● **Source data**:
-=-=-

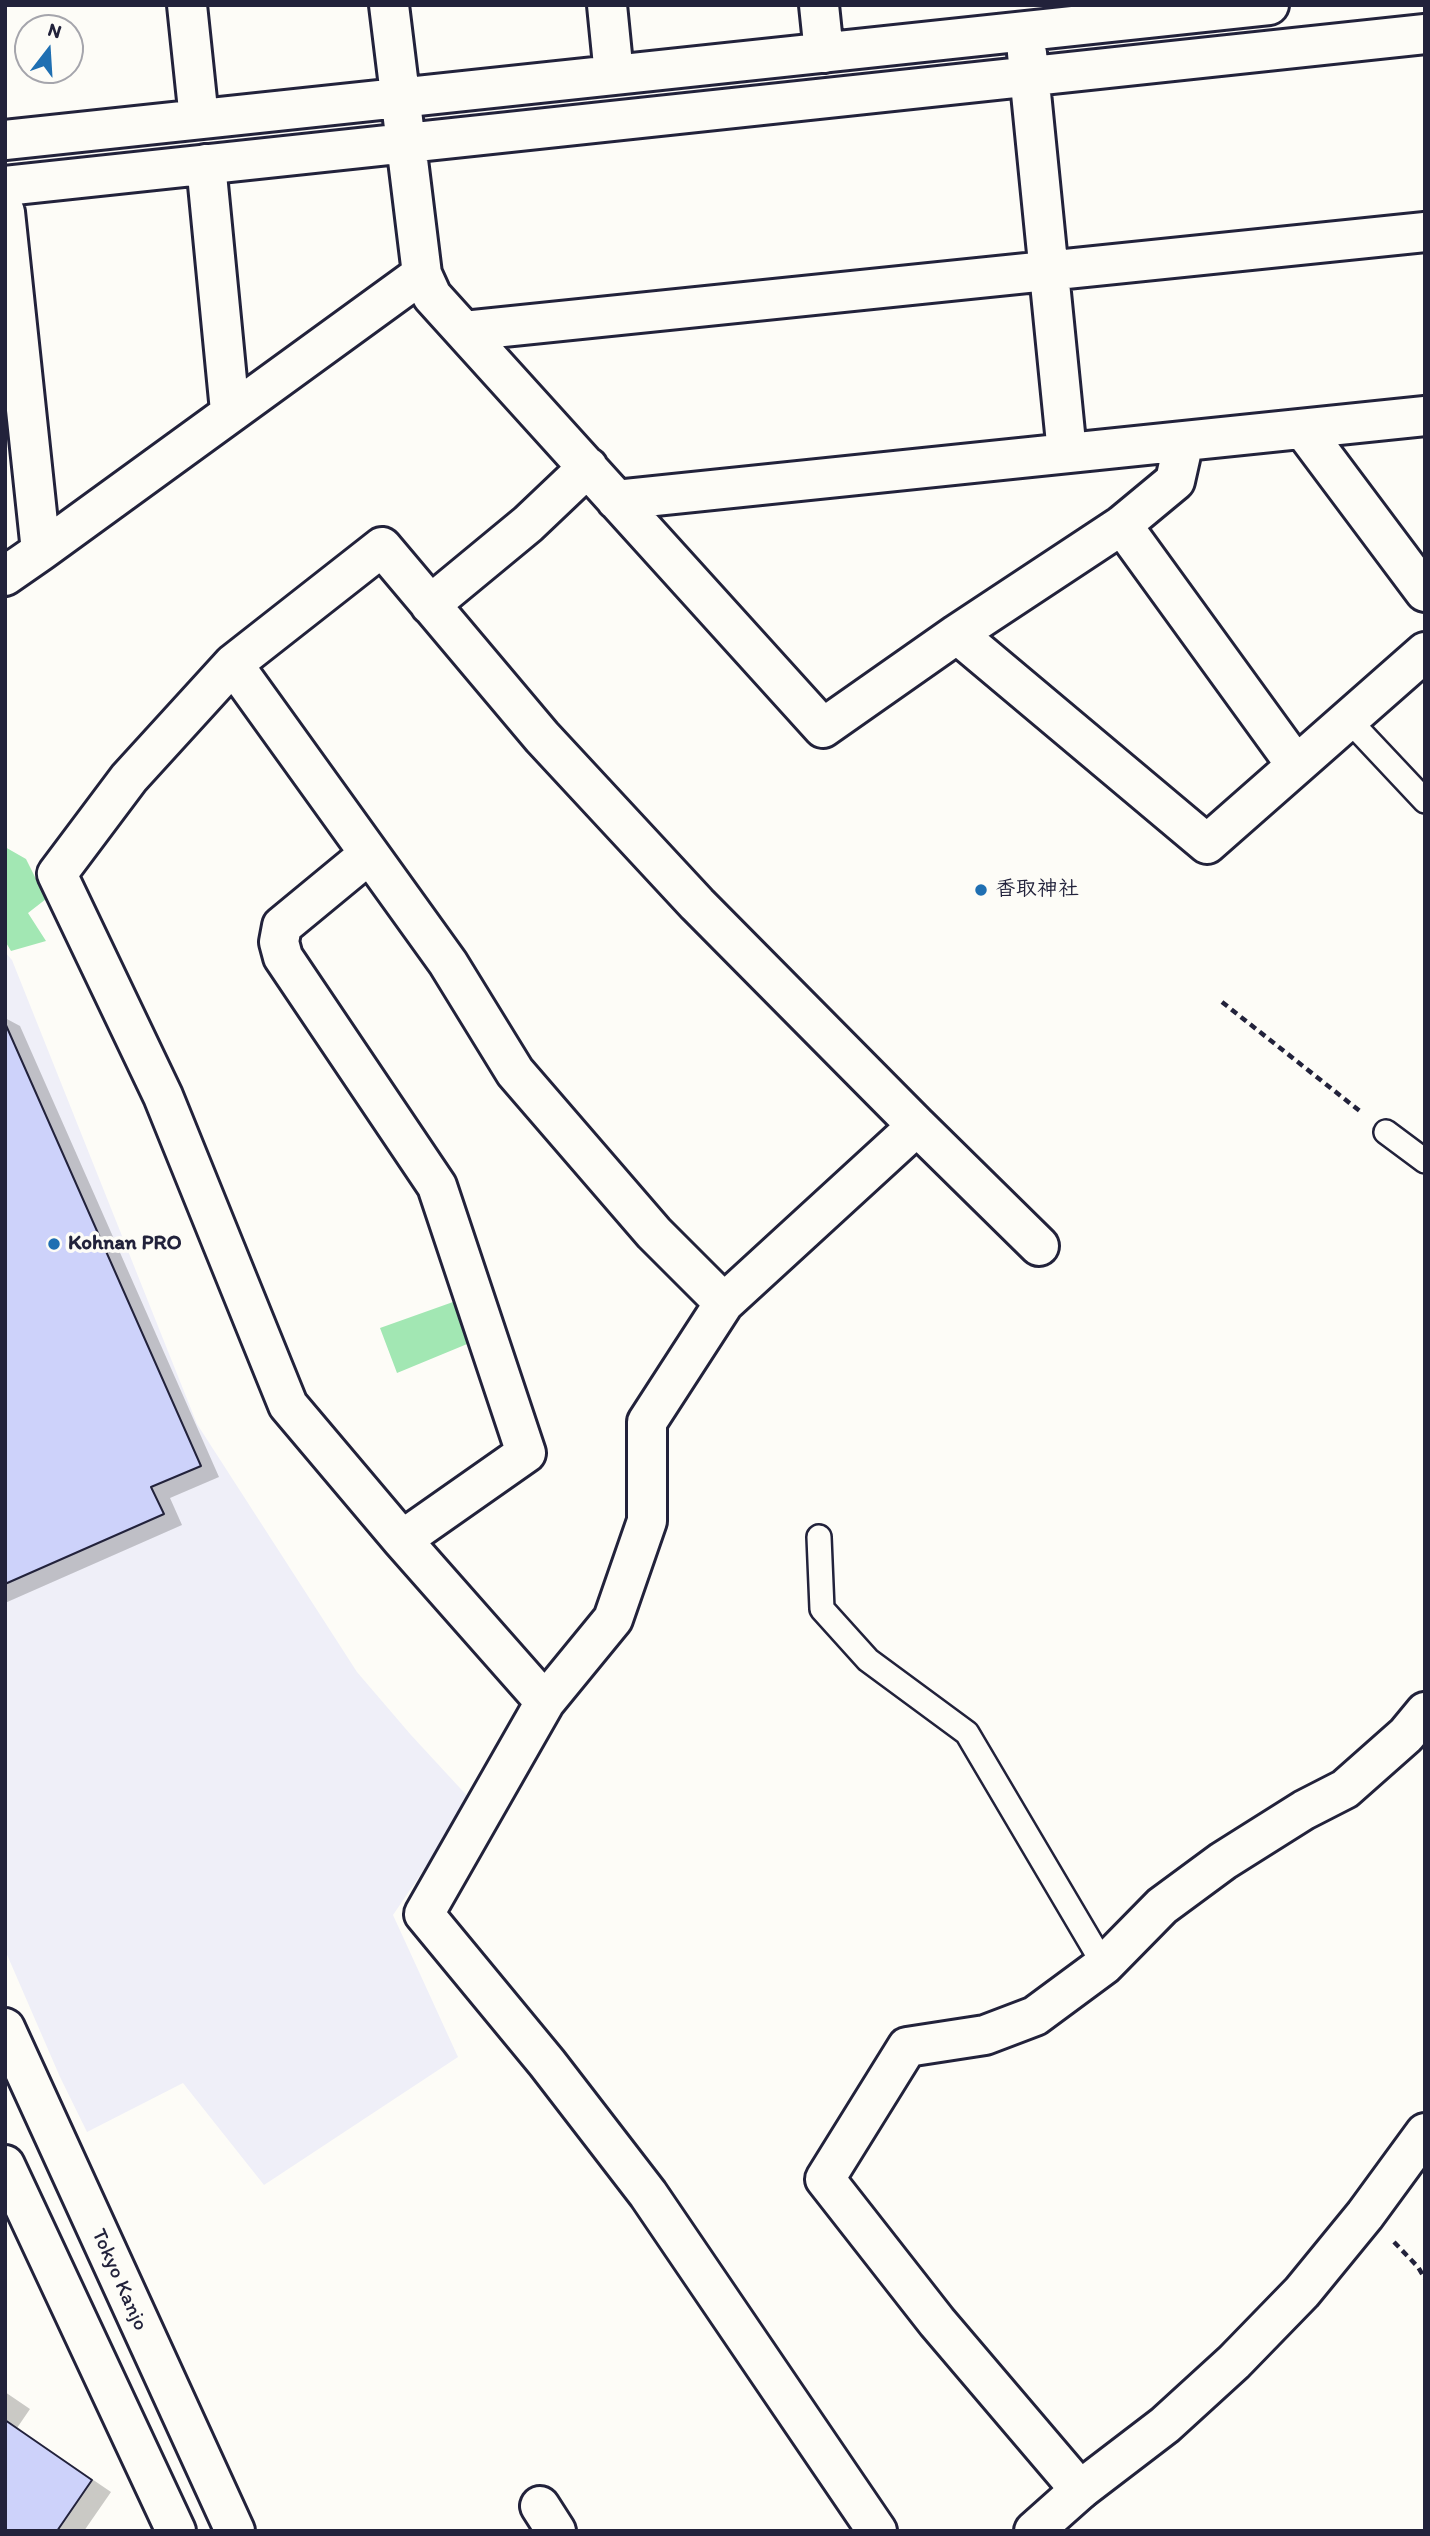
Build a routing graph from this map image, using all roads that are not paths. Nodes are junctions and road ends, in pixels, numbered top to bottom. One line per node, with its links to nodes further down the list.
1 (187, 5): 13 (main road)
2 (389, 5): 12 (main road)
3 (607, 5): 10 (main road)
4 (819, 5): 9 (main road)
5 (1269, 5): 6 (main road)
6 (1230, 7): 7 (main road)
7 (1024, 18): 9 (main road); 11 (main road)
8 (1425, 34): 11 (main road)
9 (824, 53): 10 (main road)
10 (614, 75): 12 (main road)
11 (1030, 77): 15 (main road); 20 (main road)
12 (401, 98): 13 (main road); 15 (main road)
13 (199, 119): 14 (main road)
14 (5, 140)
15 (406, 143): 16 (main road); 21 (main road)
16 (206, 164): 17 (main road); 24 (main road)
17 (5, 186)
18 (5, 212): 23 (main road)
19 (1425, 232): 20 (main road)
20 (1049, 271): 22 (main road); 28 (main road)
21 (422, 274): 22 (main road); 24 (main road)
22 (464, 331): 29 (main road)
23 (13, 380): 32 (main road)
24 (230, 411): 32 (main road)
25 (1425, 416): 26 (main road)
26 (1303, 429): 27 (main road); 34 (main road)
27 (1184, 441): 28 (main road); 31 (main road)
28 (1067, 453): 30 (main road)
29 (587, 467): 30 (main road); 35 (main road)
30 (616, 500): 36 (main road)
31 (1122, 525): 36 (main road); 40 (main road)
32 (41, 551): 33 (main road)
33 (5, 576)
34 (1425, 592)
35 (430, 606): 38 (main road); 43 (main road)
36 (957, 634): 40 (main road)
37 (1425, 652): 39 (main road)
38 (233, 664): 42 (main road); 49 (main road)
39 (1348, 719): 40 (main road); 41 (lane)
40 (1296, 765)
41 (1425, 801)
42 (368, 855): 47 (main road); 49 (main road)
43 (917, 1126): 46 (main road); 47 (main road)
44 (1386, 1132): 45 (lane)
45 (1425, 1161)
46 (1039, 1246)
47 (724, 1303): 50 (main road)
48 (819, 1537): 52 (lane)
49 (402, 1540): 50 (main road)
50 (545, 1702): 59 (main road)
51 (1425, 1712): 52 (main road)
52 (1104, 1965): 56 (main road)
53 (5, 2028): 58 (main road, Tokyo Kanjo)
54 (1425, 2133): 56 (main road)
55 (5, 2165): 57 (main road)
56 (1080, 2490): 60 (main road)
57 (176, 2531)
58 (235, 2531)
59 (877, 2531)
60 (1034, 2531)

-=-=-

● **The problem**: Copy out every line of the data that includes the word "lane".

● **Solution to the problem**:
39 (1348, 719): 40 (main road); 41 (lane)
44 (1386, 1132): 45 (lane)
48 (819, 1537): 52 (lane)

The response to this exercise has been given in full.